Although Liou’s paper was technically not “first,” it made a huge impression when it was posted online a week later. “Given the checkered past of studies trying to solve this problem, it was important that two independent and well-respected labs came to essentially identical conclusions,” says the NIH’s Putney. What’s more, he adds, there were important details in the Liou-Meyer paper that were not in the other. “Most significant is the first report that STIM proteins move and redistribute in response to store depletion,” he says. Feske, the NYU researcher, agrees, describing as “heroic” the work that Liou and her colleagues did. “The whole field had been something of a mess,” he explains. “They took a high-risk approach that could have left them with nothing, but that’s how the big advances in science are made.”
Liou became something of a rock star in the world of calcium studies. The Stanford team’s discovery was selected as a “Signaling Breakthrough of 2005” by Science Signaling. It was named a “Hot Paper” by ISI Essential Science Indicator of Thomson Scientific.
More important, the discovery sparked a renaissance in calcium research. “I went to a conference in 2006, and about half of the posters were on the newly discovered calcium sensor STIM,” Liou says. “It’s an explosion.” That same year, three independent groups, including NYU’s Feske, identified ORAI-1, another protein, as the second essential regulator of SOC influx. STIM initiates signaling from the ER to the plasma membrane, then ORAI constitutes the calcium channel. “STIM is the beginning of the pathway and ORAI is the end,” Liou says.

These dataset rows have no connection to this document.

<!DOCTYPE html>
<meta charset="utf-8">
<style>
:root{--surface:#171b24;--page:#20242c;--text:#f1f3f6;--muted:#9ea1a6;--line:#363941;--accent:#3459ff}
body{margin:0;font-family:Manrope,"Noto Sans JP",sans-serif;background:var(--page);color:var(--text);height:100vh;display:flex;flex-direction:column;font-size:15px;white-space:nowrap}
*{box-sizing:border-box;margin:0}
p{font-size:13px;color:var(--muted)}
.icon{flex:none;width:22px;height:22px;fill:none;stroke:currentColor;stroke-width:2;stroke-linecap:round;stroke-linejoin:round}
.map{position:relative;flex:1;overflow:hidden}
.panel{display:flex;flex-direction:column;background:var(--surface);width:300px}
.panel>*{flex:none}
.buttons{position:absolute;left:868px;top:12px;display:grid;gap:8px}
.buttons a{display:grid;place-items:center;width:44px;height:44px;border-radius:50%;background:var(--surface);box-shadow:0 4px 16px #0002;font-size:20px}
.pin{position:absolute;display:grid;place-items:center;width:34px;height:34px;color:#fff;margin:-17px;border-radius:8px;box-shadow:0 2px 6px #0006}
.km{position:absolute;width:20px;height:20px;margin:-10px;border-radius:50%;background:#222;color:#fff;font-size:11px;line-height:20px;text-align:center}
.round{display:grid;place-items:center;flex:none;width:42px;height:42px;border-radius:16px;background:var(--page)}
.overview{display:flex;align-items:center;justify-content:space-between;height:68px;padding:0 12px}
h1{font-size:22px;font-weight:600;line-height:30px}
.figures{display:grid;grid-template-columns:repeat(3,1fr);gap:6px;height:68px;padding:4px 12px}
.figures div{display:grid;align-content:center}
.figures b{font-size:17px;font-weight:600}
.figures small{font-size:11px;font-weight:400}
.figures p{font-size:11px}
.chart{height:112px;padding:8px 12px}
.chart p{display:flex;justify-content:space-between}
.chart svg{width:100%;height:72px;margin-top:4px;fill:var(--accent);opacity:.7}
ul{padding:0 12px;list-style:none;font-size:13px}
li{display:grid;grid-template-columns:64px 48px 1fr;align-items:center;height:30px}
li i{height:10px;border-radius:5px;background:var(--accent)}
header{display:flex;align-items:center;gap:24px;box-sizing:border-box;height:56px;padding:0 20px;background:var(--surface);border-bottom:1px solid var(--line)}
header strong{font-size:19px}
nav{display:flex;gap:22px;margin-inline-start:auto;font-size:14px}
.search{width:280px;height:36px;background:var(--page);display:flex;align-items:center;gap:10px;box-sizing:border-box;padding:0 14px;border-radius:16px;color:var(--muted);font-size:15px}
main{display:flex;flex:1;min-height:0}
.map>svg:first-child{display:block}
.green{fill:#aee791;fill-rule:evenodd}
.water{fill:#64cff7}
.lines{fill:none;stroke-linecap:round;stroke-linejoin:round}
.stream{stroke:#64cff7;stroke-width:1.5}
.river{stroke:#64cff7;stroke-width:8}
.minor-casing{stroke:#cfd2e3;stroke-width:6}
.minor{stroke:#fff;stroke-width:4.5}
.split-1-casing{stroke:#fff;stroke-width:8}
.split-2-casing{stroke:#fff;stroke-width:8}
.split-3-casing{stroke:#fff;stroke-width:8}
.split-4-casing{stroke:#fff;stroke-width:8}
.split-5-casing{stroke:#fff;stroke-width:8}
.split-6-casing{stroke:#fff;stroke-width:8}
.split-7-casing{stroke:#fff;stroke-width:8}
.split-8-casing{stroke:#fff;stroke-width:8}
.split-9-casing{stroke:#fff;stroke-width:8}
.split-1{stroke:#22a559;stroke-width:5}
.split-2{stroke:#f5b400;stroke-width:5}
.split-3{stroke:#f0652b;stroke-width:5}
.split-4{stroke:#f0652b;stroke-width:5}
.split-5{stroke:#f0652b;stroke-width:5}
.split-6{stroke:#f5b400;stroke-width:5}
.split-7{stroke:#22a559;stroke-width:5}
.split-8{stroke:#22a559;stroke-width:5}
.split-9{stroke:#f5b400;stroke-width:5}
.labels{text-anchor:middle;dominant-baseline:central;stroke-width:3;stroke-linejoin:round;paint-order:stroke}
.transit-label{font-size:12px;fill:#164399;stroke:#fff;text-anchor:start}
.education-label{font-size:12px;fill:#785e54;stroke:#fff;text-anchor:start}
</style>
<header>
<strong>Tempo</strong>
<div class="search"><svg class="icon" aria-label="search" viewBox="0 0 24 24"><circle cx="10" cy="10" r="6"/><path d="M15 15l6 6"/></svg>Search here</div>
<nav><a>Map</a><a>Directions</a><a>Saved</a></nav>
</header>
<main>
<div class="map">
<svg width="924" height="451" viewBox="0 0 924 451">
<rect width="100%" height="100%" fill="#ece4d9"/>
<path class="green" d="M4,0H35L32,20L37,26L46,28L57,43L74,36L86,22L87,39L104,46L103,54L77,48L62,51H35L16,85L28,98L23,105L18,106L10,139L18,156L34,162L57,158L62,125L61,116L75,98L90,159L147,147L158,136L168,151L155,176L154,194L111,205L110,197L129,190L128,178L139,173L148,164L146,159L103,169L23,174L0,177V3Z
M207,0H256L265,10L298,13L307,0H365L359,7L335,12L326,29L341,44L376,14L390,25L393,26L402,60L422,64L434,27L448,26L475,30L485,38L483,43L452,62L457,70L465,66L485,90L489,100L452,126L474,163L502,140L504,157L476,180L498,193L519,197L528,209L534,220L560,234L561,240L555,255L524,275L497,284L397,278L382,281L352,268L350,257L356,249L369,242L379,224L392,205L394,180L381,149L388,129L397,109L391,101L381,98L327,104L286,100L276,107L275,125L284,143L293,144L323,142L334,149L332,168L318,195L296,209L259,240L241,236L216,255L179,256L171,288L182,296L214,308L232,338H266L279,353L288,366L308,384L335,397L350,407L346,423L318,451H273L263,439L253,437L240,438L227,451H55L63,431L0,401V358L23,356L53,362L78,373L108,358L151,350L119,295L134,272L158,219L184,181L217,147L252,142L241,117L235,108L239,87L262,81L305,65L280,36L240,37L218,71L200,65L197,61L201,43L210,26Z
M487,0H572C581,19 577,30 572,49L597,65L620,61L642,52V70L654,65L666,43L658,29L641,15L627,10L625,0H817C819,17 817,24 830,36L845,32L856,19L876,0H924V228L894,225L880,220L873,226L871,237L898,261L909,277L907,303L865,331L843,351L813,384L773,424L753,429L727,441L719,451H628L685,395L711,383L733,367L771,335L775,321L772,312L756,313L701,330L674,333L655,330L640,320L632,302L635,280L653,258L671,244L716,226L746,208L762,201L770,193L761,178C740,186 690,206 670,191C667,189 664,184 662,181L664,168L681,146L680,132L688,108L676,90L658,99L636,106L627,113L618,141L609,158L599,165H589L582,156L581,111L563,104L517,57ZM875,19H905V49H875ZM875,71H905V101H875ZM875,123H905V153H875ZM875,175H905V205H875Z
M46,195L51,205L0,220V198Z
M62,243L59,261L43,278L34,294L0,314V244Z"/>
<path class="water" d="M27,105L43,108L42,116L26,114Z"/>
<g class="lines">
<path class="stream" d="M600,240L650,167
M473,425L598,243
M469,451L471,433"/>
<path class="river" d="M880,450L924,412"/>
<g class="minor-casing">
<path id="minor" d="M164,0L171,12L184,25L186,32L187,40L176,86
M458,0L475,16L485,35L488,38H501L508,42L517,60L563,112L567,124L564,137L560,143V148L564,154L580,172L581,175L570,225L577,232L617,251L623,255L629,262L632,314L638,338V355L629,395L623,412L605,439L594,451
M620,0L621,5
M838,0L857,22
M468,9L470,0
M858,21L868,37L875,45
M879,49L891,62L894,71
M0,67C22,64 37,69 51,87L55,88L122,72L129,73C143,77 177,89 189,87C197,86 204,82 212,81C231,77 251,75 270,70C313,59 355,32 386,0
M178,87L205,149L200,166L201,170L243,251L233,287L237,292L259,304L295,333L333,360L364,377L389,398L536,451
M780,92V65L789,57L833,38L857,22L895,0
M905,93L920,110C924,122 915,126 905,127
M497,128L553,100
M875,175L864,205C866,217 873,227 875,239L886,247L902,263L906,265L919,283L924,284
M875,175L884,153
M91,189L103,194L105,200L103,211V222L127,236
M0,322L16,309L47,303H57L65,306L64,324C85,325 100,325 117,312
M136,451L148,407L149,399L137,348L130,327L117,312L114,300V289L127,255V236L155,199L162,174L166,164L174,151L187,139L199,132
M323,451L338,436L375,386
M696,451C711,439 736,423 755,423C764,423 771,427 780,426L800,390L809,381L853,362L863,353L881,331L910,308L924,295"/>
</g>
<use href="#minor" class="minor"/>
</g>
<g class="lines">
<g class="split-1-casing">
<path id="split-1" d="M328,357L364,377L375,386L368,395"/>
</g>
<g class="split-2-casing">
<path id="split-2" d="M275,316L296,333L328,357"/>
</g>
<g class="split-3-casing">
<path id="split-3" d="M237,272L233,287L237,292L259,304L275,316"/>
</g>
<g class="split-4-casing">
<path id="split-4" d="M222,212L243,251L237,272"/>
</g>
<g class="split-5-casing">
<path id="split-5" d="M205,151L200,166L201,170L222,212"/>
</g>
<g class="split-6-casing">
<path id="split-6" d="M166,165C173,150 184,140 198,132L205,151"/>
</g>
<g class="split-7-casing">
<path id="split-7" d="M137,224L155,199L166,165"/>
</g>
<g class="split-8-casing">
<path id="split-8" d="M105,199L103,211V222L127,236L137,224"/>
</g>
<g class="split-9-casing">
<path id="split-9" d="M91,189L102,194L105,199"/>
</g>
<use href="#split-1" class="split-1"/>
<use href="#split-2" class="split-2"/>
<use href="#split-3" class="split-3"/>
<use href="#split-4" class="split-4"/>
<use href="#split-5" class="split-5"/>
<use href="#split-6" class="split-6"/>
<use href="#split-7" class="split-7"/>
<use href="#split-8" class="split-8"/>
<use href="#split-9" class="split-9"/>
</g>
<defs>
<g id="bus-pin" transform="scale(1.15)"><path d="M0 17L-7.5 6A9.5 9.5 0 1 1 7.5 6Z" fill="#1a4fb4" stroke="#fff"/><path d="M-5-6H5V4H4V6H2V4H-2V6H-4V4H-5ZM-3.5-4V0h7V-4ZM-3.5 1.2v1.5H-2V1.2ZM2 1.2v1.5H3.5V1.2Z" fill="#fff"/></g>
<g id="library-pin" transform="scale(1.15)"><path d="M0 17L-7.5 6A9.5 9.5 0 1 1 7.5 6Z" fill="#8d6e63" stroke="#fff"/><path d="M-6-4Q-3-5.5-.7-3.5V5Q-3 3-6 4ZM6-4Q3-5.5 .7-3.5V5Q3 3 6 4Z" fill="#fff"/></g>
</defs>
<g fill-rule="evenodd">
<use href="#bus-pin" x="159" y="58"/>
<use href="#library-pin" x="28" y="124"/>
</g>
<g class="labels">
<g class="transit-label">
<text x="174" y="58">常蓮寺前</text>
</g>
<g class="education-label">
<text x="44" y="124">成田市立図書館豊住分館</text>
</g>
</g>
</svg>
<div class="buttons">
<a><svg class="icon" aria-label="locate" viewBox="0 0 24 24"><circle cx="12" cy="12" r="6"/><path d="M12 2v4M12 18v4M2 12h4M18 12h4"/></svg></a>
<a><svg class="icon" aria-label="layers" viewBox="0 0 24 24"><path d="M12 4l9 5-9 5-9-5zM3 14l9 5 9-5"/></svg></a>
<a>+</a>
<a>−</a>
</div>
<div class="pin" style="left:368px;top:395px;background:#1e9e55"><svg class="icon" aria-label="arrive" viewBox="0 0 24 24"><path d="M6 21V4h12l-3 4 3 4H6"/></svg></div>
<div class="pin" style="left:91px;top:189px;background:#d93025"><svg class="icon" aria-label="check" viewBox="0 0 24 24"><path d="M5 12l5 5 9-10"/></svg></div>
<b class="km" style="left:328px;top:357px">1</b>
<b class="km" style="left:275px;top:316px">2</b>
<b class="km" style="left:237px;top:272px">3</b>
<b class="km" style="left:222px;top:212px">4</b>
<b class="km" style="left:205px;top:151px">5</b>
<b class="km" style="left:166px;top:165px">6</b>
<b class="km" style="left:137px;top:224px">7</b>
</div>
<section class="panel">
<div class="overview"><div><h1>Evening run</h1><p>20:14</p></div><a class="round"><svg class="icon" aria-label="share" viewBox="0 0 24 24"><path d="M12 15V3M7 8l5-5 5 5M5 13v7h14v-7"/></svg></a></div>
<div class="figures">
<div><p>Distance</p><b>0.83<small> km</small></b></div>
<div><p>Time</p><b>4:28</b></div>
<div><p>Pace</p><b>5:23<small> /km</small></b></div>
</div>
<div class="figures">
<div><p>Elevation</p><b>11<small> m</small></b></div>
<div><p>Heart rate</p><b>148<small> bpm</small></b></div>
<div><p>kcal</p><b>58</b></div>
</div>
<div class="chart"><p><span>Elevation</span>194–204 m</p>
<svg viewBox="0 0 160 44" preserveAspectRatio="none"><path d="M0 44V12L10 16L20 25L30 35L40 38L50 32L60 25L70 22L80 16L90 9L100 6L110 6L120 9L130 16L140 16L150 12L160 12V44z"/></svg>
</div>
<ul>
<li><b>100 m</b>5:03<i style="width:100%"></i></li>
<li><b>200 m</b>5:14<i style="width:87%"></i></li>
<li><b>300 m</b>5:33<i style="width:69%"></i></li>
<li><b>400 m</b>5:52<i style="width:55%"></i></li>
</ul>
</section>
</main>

Patents have been filed on the mechanisms involving STIM and ORAI, and pharmaceutical companies are interested in them. Liou has continued to do research on the store-operated calcium influx, publishing with Meyer several more papers. She plans to launch her own lab in September as an assistant professor and endowed scholar at the University of Texas Southwestern Medical Center in Dallas. Her daughter, now 4, inspires her to keep investigating immune responses — the girl has severe allergies. Someday her daughter might even be taking a drug that targets STIM or ORAI.
In the meantime, siRNA libraries have become commonplace.
On a recent afternoon, Tobias Meyer recalls how “most people didn’t want in” when asked to join in the effort. He acknowledges it wound up taking longer than he had expected, as they needed to improvise and “tweak” things to adjust to the larger scale. With the sun streaming into his office and his bicycle propped against the wall, he gestures at nine plastic crates on the shelf above his desk. Several are labeled “Primers: Human siRNA.” They’re kits for constructing the exact same library Liou used to discover the STIM proteins. Labs around the world can buy similar ones for a few hundred dollars. A single scientist can build it in a few days. “Once you have written out protocols,” he observes, “it all becomes routine.”